* _DIRECTIONS_
Word for word, write out the entries that follow, omitting all pictures.

* _SOURCE MATERIAL_
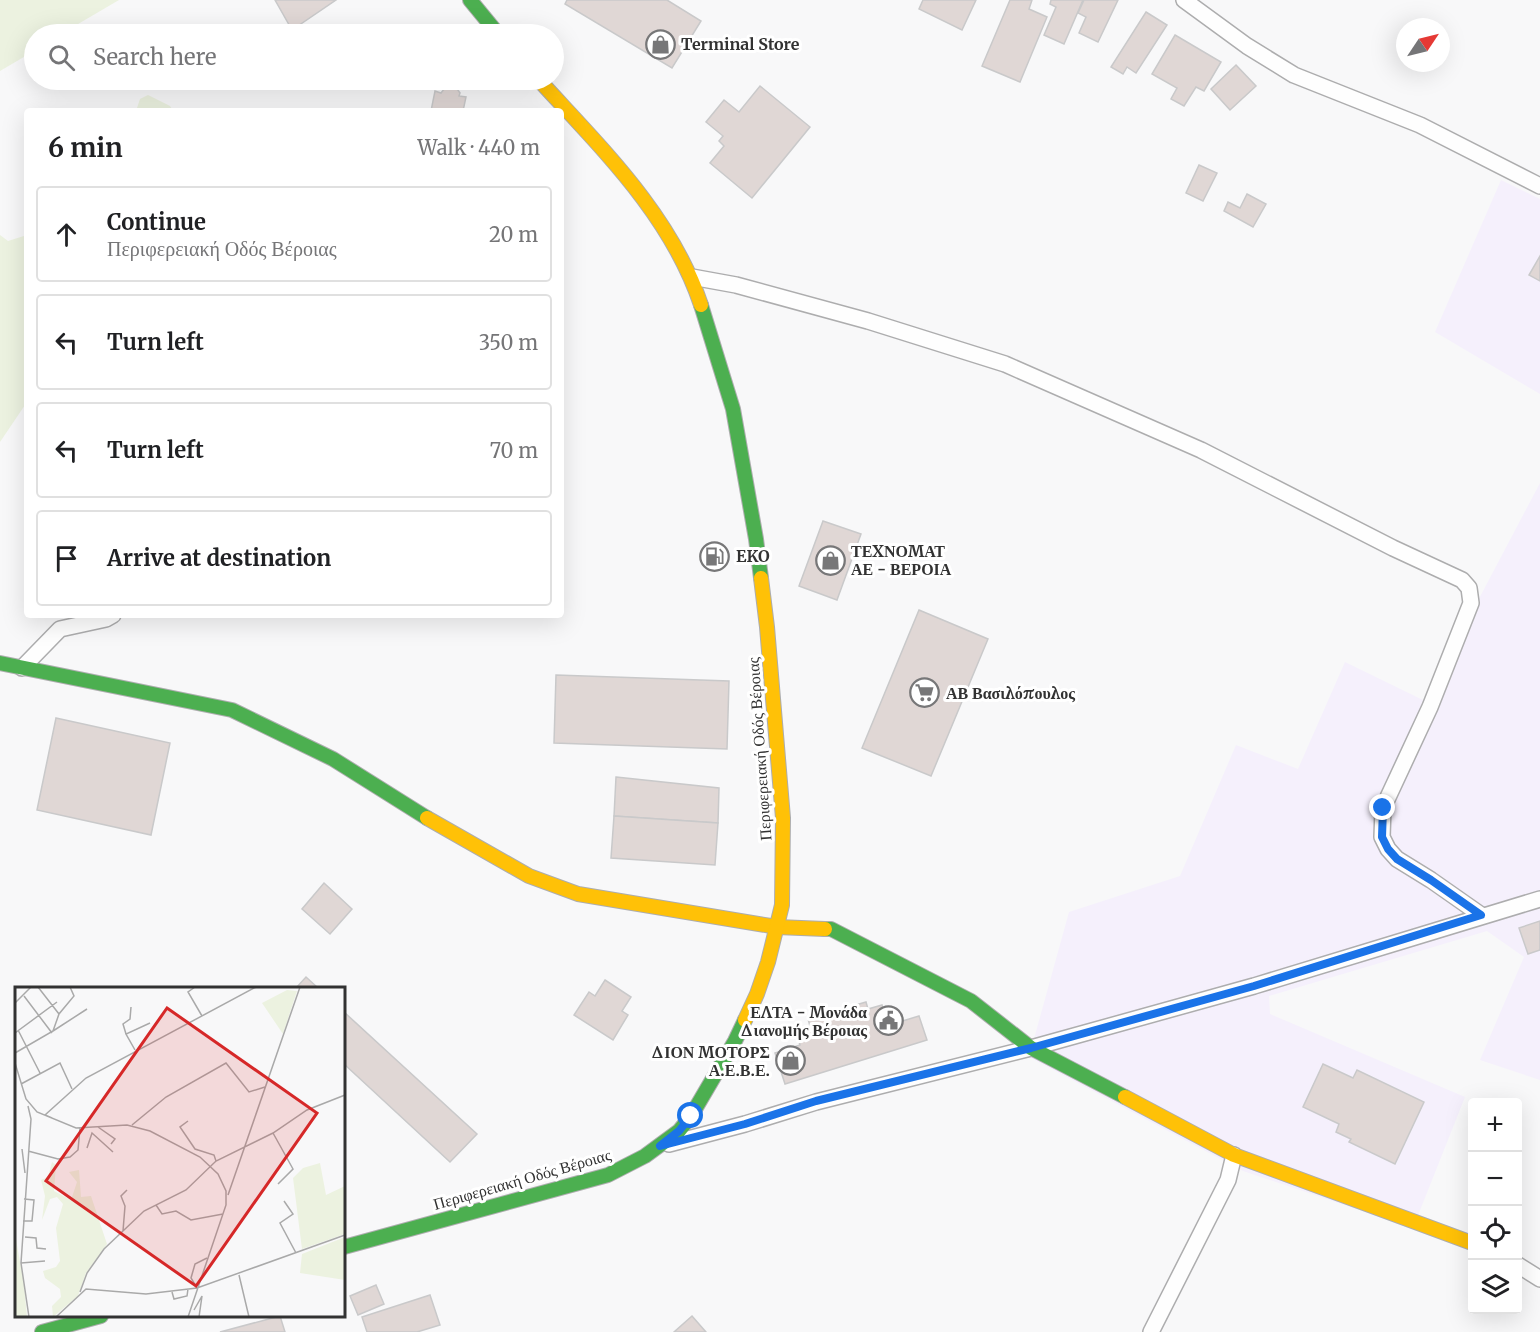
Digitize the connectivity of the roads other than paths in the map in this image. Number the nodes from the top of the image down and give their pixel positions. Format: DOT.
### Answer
graph roads {
  1 [pos="470,0"];
  2 [pos="1184,0"];
  3 [pos="490,24"];
  4 [pos="548,90"];
  5 [pos="1540,186"];
  6 [pos="692,277"];
  7 [pos="109,618"];
  8 [pos="0,663"];
  9 [pos="22,668"];
  10 [pos="1540,899"];
  11 [pos="1481,915"];
  12 [pos="777,927"];
  13 [pos="1031,1048"];
  14 [pos="660,1146"];
  15 [pos="1234,1155"];
  16 [pos="1468,1241"];
  17 [pos="345,1247"];
  18 [pos="1522,1268"];
  19 [pos="1540,1279"];
  20 [pos="97,1317"];
  21 [pos="42,1332"];
  22 [pos="1151,1332"];
  1 -- 3 [label="main road"];
  2 -- 5 [label="street"];
  4 -- 6 [label="main road, Περιφερειακή Οδός Βέροιας"];
  6 -- 11 [label="street"];
  6 -- 12 [label="main road, Περιφερειακή Οδός Βέροιας"];
  7 -- 9 [label="street"];
  8 -- 9 [label="main road"];
  9 -- 12 [label="main road"];
  10 -- 11 [label="street"];
  11 -- 13 [label="street"];
  12 -- 13 [label="main road"];
  12 -- 14 [label="main road, Περιφερειακή Οδός Βέροιας"];
  13 -- 14 [label="street"];
  13 -- 15 [label="main road"];
  14 -- 17 [label="main road, Περιφερειακή Οδός Βέροιας"];
  15 -- 16 [label="main road"];
  15 -- 22 [label="street"];
  18 -- 19 [label="street"];
  20 -- 21 [label="main road"];
}
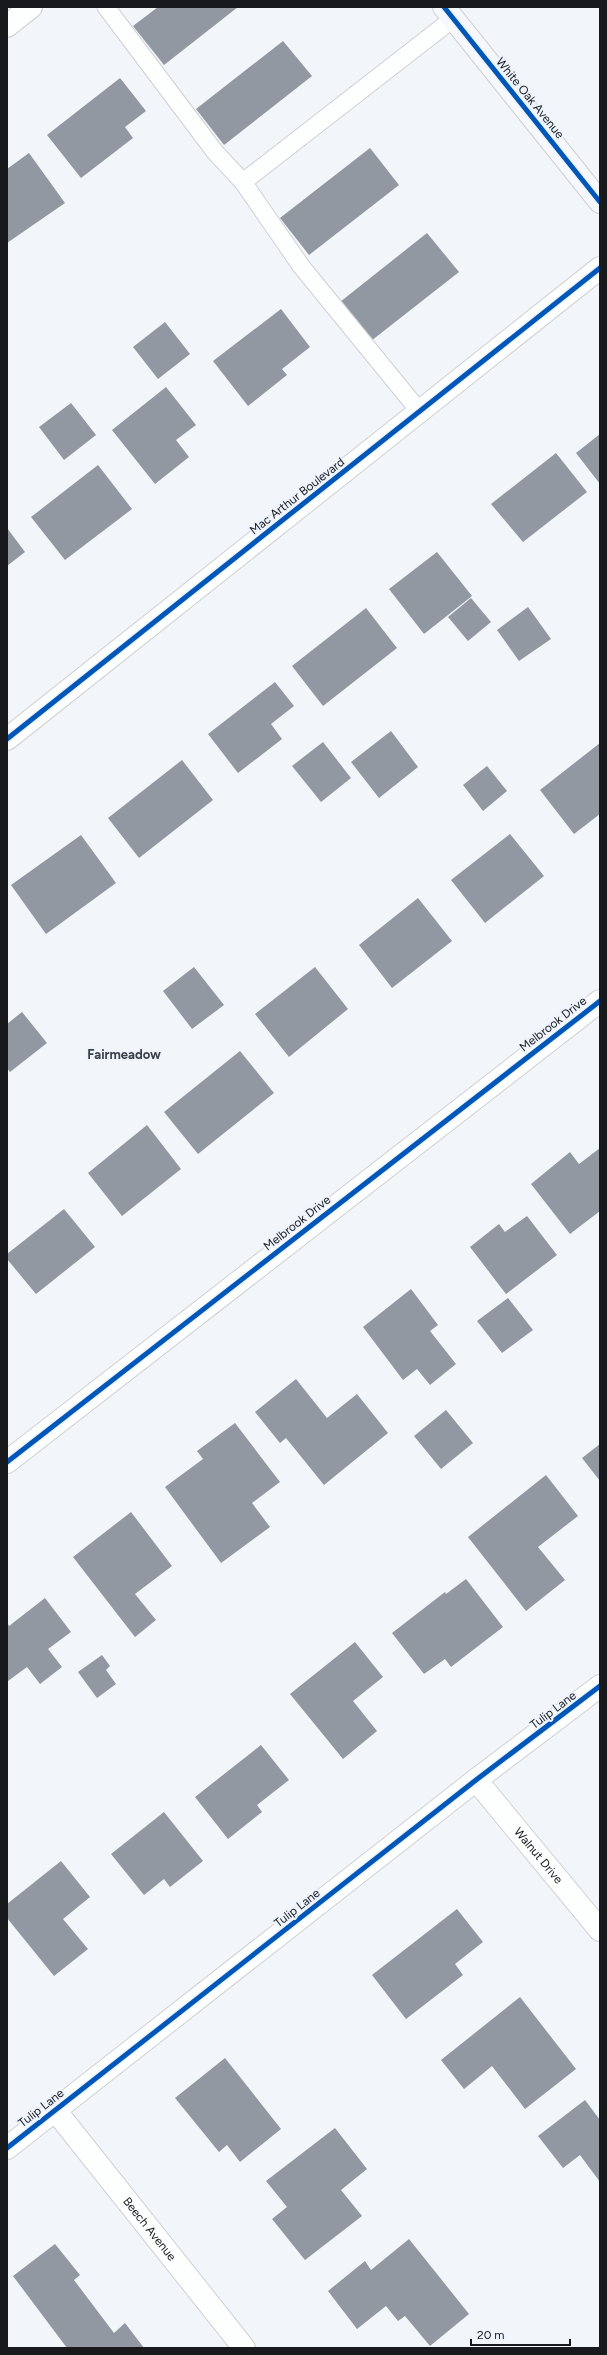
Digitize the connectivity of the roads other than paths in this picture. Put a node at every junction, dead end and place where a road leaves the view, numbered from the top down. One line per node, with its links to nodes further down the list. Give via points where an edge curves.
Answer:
1 (31, 7): 4 (street)
2 (106, 7): 5 (lane, via 215,152)
3 (449, 13): 5 (lane); 6 (street, White Oak Avenue)
4 (7, 26)
5 (243, 182): 8 (lane, via 301,266)
6 (600, 202)
7 (600, 268): 8 (street, Mac Arthur Boulevard)
8 (420, 412): 9 (street, Mac Arthur Boulevard)
9 (7, 739)
10 (600, 1000): 11 (street, Melbrook Drive)
11 (7, 1462)
12 (600, 1686): 13 (street, Tulip Lane)
13 (476, 1780): 14 (street, Walnut Drive); 15 (street, Tulip Lane)
14 (600, 1930)
15 (55, 2110): 16 (street, Tulip Lane); 17 (street, Beech Avenue)
16 (7, 2148)
17 (244, 2348)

* _SOLUTION TO THE PROBLEM_
Digitize the connectivity of the roads other than paths in the map in this image. Number the nodes from the top of the image down and give their pixel positions. Format: DOT.
### Answer
graph roads {
  1 [pos="470,0"];
  2 [pos="1184,0"];
  3 [pos="490,24"];
  4 [pos="548,90"];
  5 [pos="1540,186"];
  6 [pos="692,277"];
  7 [pos="109,618"];
  8 [pos="0,663"];
  9 [pos="22,668"];
  10 [pos="1540,899"];
  11 [pos="1481,915"];
  12 [pos="777,927"];
  13 [pos="1031,1048"];
  14 [pos="660,1146"];
  15 [pos="1234,1155"];
  16 [pos="1468,1241"];
  17 [pos="345,1247"];
  18 [pos="1522,1268"];
  19 [pos="1540,1279"];
  20 [pos="97,1317"];
  21 [pos="42,1332"];
  22 [pos="1151,1332"];
  1 -- 3 [label="main road"];
  2 -- 5 [label="street"];
  4 -- 6 [label="main road, Περιφερειακή Οδός Βέροιας"];
  6 -- 11 [label="street"];
  6 -- 12 [label="main road, Περιφερειακή Οδός Βέροιας"];
  7 -- 9 [label="street"];
  8 -- 9 [label="main road"];
  9 -- 12 [label="main road"];
  10 -- 11 [label="street"];
  11 -- 13 [label="street"];
  12 -- 13 [label="main road"];
  12 -- 14 [label="main road, Περιφερειακή Οδός Βέροιας"];
  13 -- 14 [label="street"];
  13 -- 15 [label="main road"];
  14 -- 17 [label="main road, Περιφερειακή Οδός Βέροιας"];
  15 -- 16 [label="main road"];
  15 -- 22 [label="street"];
  18 -- 19 [label="street"];
  20 -- 21 [label="main road"];
}
Digitize the connectivity of the roads other than paths in this picture. Put a node at every junction, dead end and place where a road leaves the view, numbered from the top down. One line per node, with its links to nodes further down the list. Give via points where an edge curves.
Answer:
1 (31, 7): 4 (street)
2 (106, 7): 5 (lane, via 215,152)
3 (449, 13): 5 (lane); 6 (street, White Oak Avenue)
4 (7, 26)
5 (243, 182): 8 (lane, via 301,266)
6 (600, 202)
7 (600, 268): 8 (street, Mac Arthur Boulevard)
8 (420, 412): 9 (street, Mac Arthur Boulevard)
9 (7, 739)
10 (600, 1000): 11 (street, Melbrook Drive)
11 (7, 1462)
12 (600, 1686): 13 (street, Tulip Lane)
13 (476, 1780): 14 (street, Walnut Drive); 15 (street, Tulip Lane)
14 (600, 1930)
15 (55, 2110): 16 (street, Tulip Lane); 17 (street, Beech Avenue)
16 (7, 2148)
17 (244, 2348)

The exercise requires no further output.